Take a moment to put yourself in the mindset of a person in a typical small town. You may be a farmer or even might work in the local town. Think about the number of people you may encounter withing any given day. Not exactly a grand social event. There's no telephone to call up your best friend. There is the postal service, but that takes a long time to send letters back and forth. There may be others on the same farm, but they are usually family or at least the same people day in and day out. And then there are your immediate neighbors. You might run into them, but probably not unless you make an effort to go over and visit in the evening. You might make a trip into town and see people, but there really needs to be a good reason to do that since that take you away from the farm work that needs to be done before it gets too late. Take that kind of thought process and take it into the town. So in the town, you get the occasional visitor, but the town is pretty sleepy in general. There are the occasional gatherings, but it's primarily on the weekends that you get to see people. Especially on Sundays. That was the day when everyone came into town to go to church. It was a more social occasion rather than for religious purposes, although I certainly don't want to discount that aspect in the least. It was the best opportunity for people to gather and talk about things that mattered. Status of the harvest, what's going on in people's lives, politics and spirituality. Given that no one is ever really conformist, there are bound to be discussions on theses subjects and even debates. There may be someone who is leaning in the Evangelical direction and another who is leaning in the Deist direction. But since that single church (as is probably the case with exception of the larger towns and cities) is the only game in town, most people don't exactly have a choice in the matter.
Then came the Great Awakenings. These events and their revivals brought out many new sects such as the Methodists, the Baptist and saw the split of the congregationalist churches into the Unitarians, the Univeralists and what is now known as the United Church of Christ. As I stated above, this is where people started to go to a church to subscribe to an ideology rather than subscribe to a community; except for the congregationalists, which were, and still are, built around community rather than a shared ideology. I grew up as a Unitarian Universalist and I can certainly attest to that spirit. There were those who held the traditional Unitarian point of view, those who were Atheists, those who were more Christian in their approaches, those from a Jewish background looking for a more open community, and those who took a more Eastern philosophy. All were welcome and I was told as a kid, "I don't care what you come to believe; however, we will discuss it with you and even challenge it, but it's still yours." From what I understand, the United Church of Christ is rather like this, albeit more conformist along Christian theology.
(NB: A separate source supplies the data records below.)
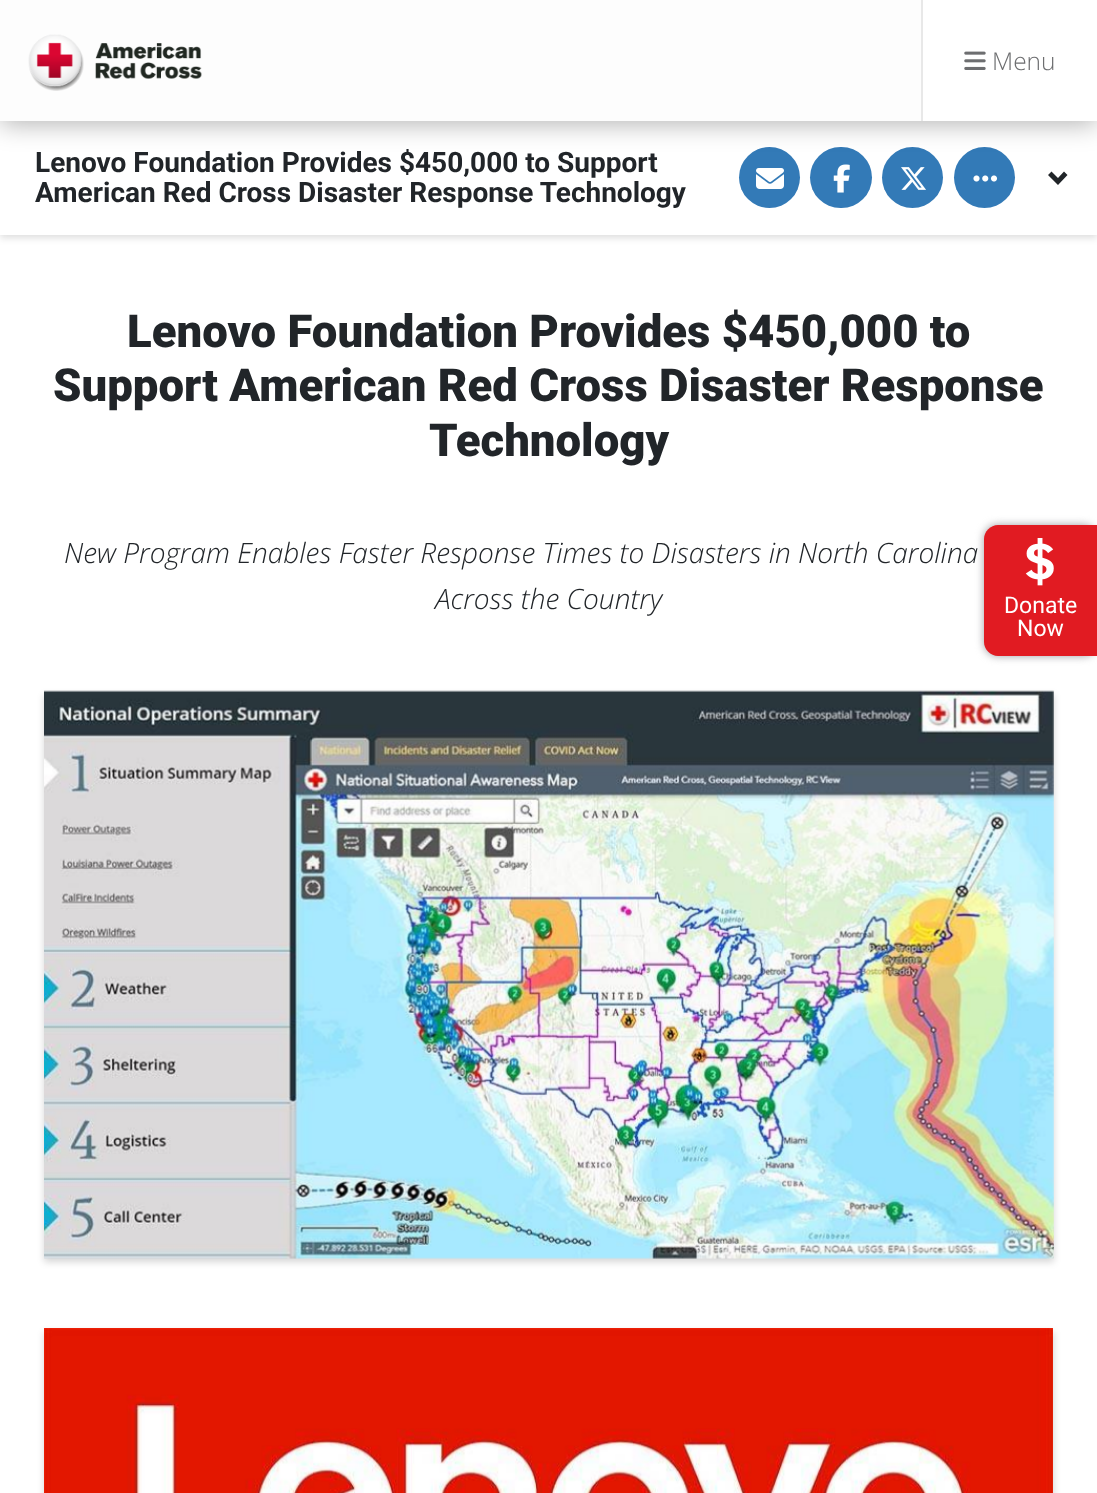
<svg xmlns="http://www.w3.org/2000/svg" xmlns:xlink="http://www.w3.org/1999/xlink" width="1097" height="1493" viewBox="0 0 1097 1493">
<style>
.cls-1{font:300 24.5px Open Sans;fill:#6d6e70}
.cls-2{font:bold 28px Roboto;fill:#212529}
.cls-3{font:900 45.5px Roboto;fill:#212529}
.cls-4{font:italic 300 28px Open Sans;fill:#212529}
.cls-5{font:23px Roboto;fill:#ffffff}
</style>
<rect width="100%" height="100%" fill="#ffffff"/>
<rect fill="#000000" fill-opacity="0.13" filter="blur(3.5px)" x="0" y="124" width="1097" height="114"/>
<rect fill="#ffffff" x="0" y="121" width="1097" height="114"/>
<circle fill="#337ab7" cx="769.5" cy="177.5" r="30.5"/>
<rect fill="#337ab7" x="810" y="147" width="62" height="61" rx="30.5"/>
<circle fill="#337ab7" cx="912.5" cy="177.5" r="30.5"/>
<circle fill="#337ab7" cx="984.5" cy="177.5" r="30.5"/>
<rect fill="#000000" fill-opacity="0.3" filter="blur(13px)" x="0" y="4" width="1097" height="120"/>
<rect fill="#fdfdfd" x="0" y="0" width="921" height="121"/>
<image xlink:href="image0.png" x="28" y="34" width="174" height="57"/>
<rect fill="#ffffff" x="923" y="0" width="174" height="121"/>
<rect fill="#e8e8e8" x="921" y="0" width="2" height="121"/>
<image xlink:href="image1.png" x="964" y="51" width="22" height="19"/>
<image xlink:href="image2.png" x="756" y="168" width="28" height="21"/>
<image xlink:href="image3.png" x="833" y="164" width="17" height="29"/>
<image xlink:href="image4.png" x="901" y="167" width="25" height="23"/>
<image xlink:href="image5.png" x="973" y="175" width="25" height="7"/>
<path fill="#212529" d="M1067.5 175L1058 185L1048 175L1051.5 171.5L1058 178L1064 171.5Z"/>
<rect fill="#000000" fill-opacity="0.16" filter="blur(3.5px)" x="44" y="695" width="1010" height="567"/>
<image xlink:href="image6.png" x="44" y="690" width="1010" height="569"/>
<rect fill="#000000" fill-opacity="0.16" filter="blur(3.5px)" x="44" y="1332" width="1010" height="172"/>
<image xlink:href="image7.png" x="44" y="1328" width="1009" height="165"/>
<rect fill="#9f9fa3" filter="blur(4.5px)" x="984" y="525" width="113" height="131" rx="14"/>
<path fill="#e11b22" d="M998 525H1097V656H998C990.5 656 984 649.5 984 642V539C984 531.5 990.5 525 998 525Z"/>
<image xlink:href="image8.png" x="1025" y="538" width="29" height="48"/>
<text class="cls-1" x="992" y="70">Menu</text>
<text class="cls-2"><tspan x="35" y="172">Lenovo Foundation Provides $450,000 to Support</tspan><tspan x="35" y="202">American Red Cross Disaster Response Technology</tspan></text>
<text class="cls-3" x="127" y="347">Lenovo Foundation Provides $450,000 to</text>
<text class="cls-3" x="53" y="401">Support American Red Cross Disaster Response</text>
<text class="cls-3" x="429" y="456">Technology</text>
<text class="cls-4" x="64" y="563">New Program Enables Faster Response Times to Disasters in North Carolina</text>
<text class="cls-4" x="435" y="609">Across the Country</text>
<text class="cls-5" x="1004" y="613">Donate</text>
<text class="cls-5" x="1017" y="636">Now</text>
</svg>
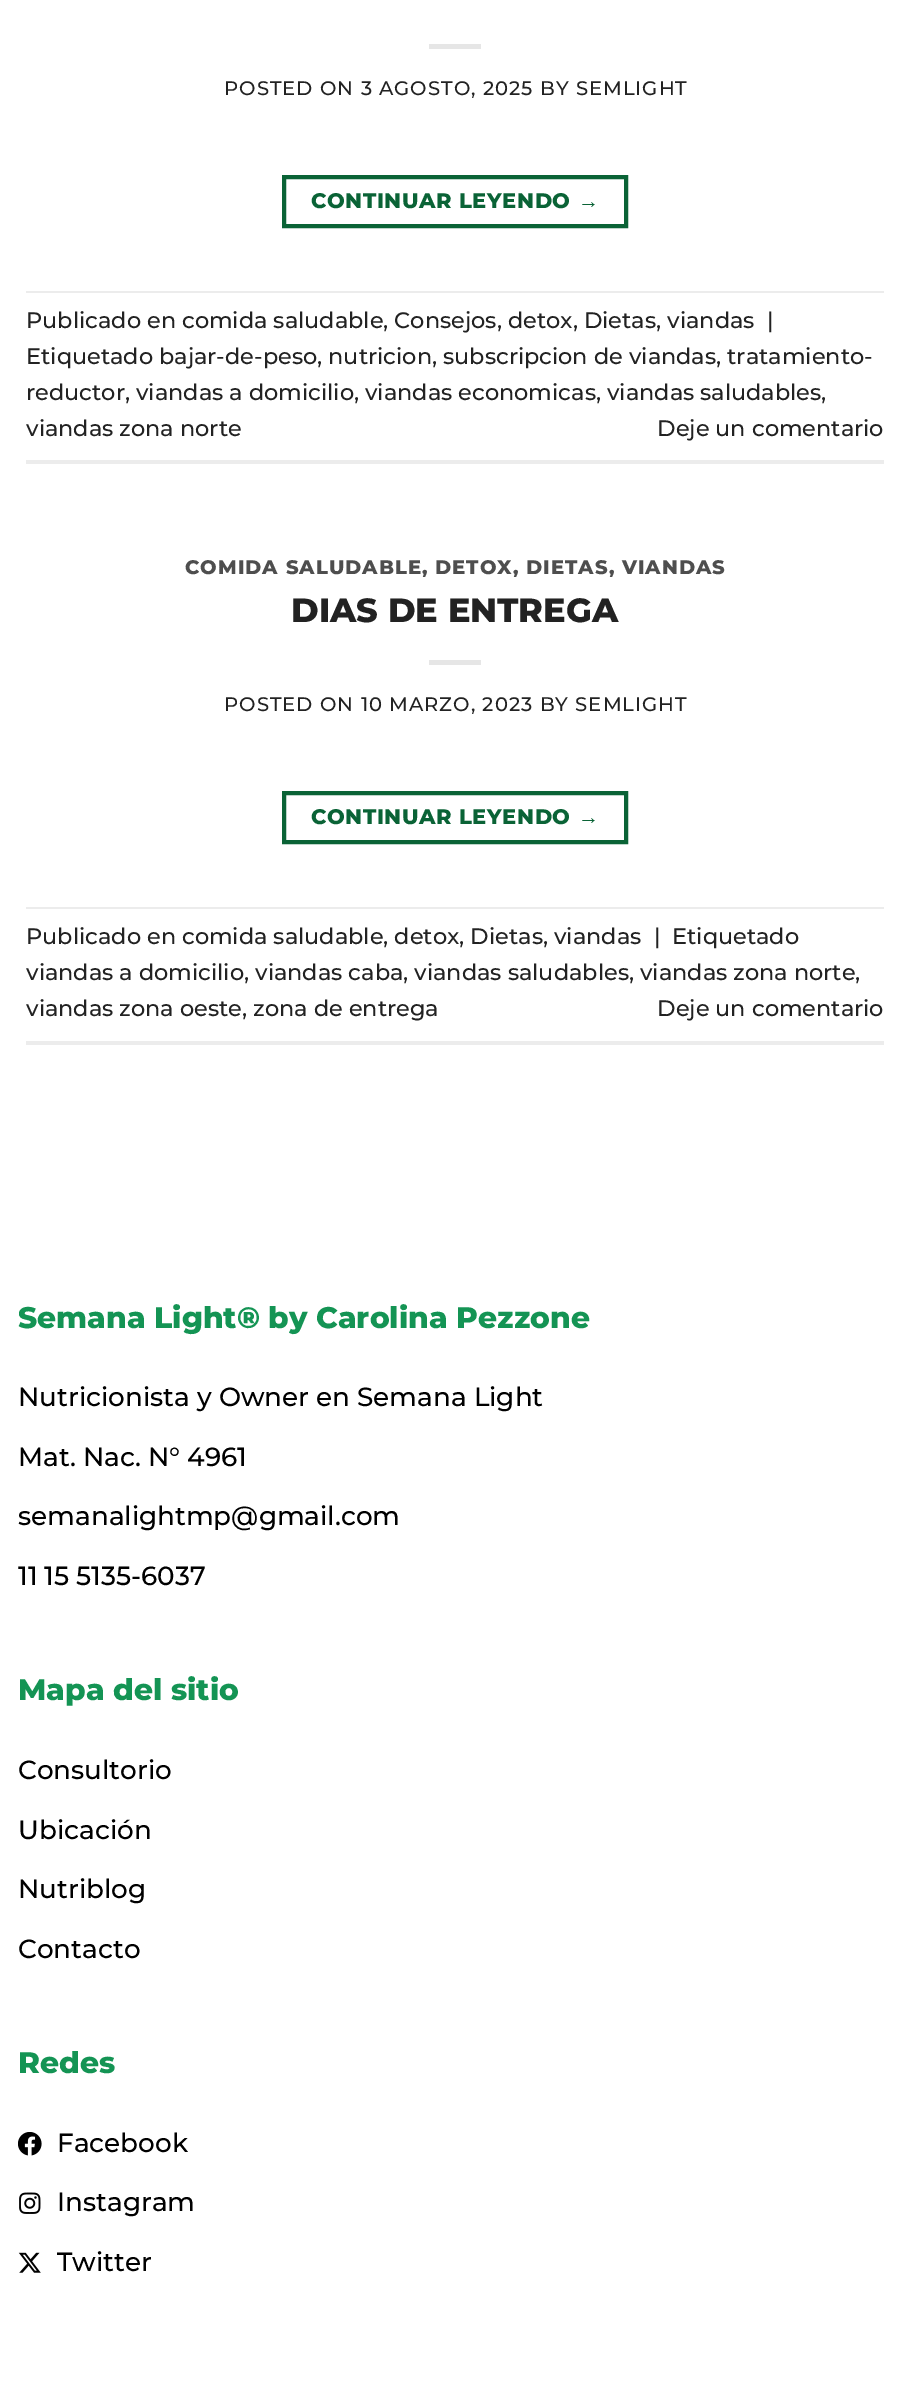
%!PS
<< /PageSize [909 2394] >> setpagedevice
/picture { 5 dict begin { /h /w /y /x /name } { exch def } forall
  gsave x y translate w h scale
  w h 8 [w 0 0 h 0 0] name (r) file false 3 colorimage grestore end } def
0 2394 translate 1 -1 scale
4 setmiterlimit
1 setgray
0 0 909 2394 rectfill
0.902 setgray
429 44 52 5 rectfill
/Montserrat-Medium [19.6 0 0 -19.6 0 0] selectfont
0.133 setgray
224 95 moveto 1 0 (POSTED ON 3 AGOSTO, 2025 BY SEMLIGHT) ashow
0.039 0.388 0.212 setrgbcolor
4 setlinewidth
284 177 342 49 rectstroke
/Montserrat-ExtraBold [21 0 0 -21 0 0] selectfont
311 208 moveto 0.6 0 (CONTINUAR LEYENDO) ashow
/LiberationSans-Bold [21 0 0 -21 0 0] selectfont
578 208 moveto 0.6 0 (→) ashow
0.925 setgray
26 291 858 2 rectfill
26 460 858 4 rectfill
/Montserrat-Medium [22.4 0 0 -22.4 0 0] selectfont
0.133 setgray
26 328 moveto (Publicado en comida saludable, Consejos, detox, Dietas, viandas) show
767 328 moveto (|) show
26 364 moveto (Etiquetado bajar-de-peso, nutricion, subscripcion de viandas, tratamiento-) show
26 400 moveto (reductor, viandas a domicilio, viandas economicas, viandas saludables,) show
26 436 moveto (viandas zona norte) show
657 436 moveto (Deje un comentario) show
/Montserrat-ExtraBold [19.6 0 0 -19.6 0 0] selectfont
0.306 setgray
185 574 moveto 1 0 (COMIDA SALUDABLE, DETOX, DIETAS, VIANDAS) ashow
/Montserrat-ExtraBold [33.5 0 0 -33.5 0 0] selectfont
0.133 setgray
291 622 moveto (DIAS DE ENTREGA) show
0.902 setgray
429 660 52 5 rectfill
/Montserrat-Medium [19.6 0 0 -19.6 0 0] selectfont
0.133 setgray
224 711 moveto 1 0 (POSTED ON 10 MARZO, 2023 BY SEMLIGHT) ashow
0.039 0.388 0.212 setrgbcolor
284 793 342 49 rectstroke
/Montserrat-ExtraBold [21 0 0 -21 0 0] selectfont
311 824 moveto 0.6 0 (CONTINUAR LEYENDO) ashow
/LiberationSans-Bold [21 0 0 -21 0 0] selectfont
578 824 moveto 0.6 0 (→) ashow
0.925 setgray
26 907 858 2 rectfill
26 1041 858 4 rectfill
/Montserrat-Medium [22.4 0 0 -22.4 0 0] selectfont
0.133 setgray
26 944 moveto (Publicado en comida saludable, detox, Dietas, viandas) show
654 944 moveto (|) show
672 944 moveto (Etiquetado) show
26 980 moveto (viandas a domicilio, viandas caba, viandas saludables, viandas zona norte,) show
26 1016 moveto (viandas zona oeste, zona de entrega) show
657 1016 moveto (Deje un comentario) show
/Montserrat-ExtraBold [29.75 0 0 -29.75 0 0] selectfont
0.078 0.58 0.329 setrgbcolor
18 1328 moveto (Semana Light® by Carolina Pezzone) show
/Montserrat-Medium [26.25 0 0 -26.25 0 0] selectfont
0 setgray
18 1406 moveto (Nutricionista y Owner en Semana Light) show
18 1466 moveto (Mat. Nac. N° 4961) show
18 1525 moveto (semanalightmp@gmail.com) show
18 1585 moveto (11 15 5135-6037) show
/Montserrat-ExtraBold [29.75 0 0 -29.75 0 0] selectfont
0.078 0.58 0.329 setrgbcolor
18 1700 moveto (Mapa del sitio) show
/Montserrat-Medium [26.25 0 0 -26.25 0 0] selectfont
0 setgray
18 1779 moveto (Consultorio) show
18 1839 moveto (Ubicación) show
18 1898 moveto (Nutriblog) show
18 1958 moveto (Contacto) show
/Montserrat-ExtraBold [29.75 0 0 -29.75 0 0] selectfont
0.078 0.58 0.329 setrgbcolor
18 2073 moveto (Redes) show
(img1.rgb) 18 2132 24 24 picture
/Montserrat-Medium [26.25 0 0 -26.25 0 0] selectfont
0 setgray
57 2152 moveto (Facebook) show
(img2.rgb) 19 2192 22 22 picture
57 2211 moveto (Instagram) show
(img3.rgb) 18 2252 23 21 picture
57 2271 moveto (Twitter) show
showpage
This gives me some rather interesting insight into Obama's refusal to dismiss his former pastor, Jeremiah Wright and Obama's comments last Tuesday about this topic. Are we a people who wholly dismiss a person because we disagree with them? Is that the sort of America we want to live in? Do we want to continue to be a divided America or do we want to learn how to live with each other? Obama is advocating a real unity. Not a false unity based on conformity. That's really being a uniter, not a divider. I find his stance courageous and heartening. That's the sort of America I want to live in.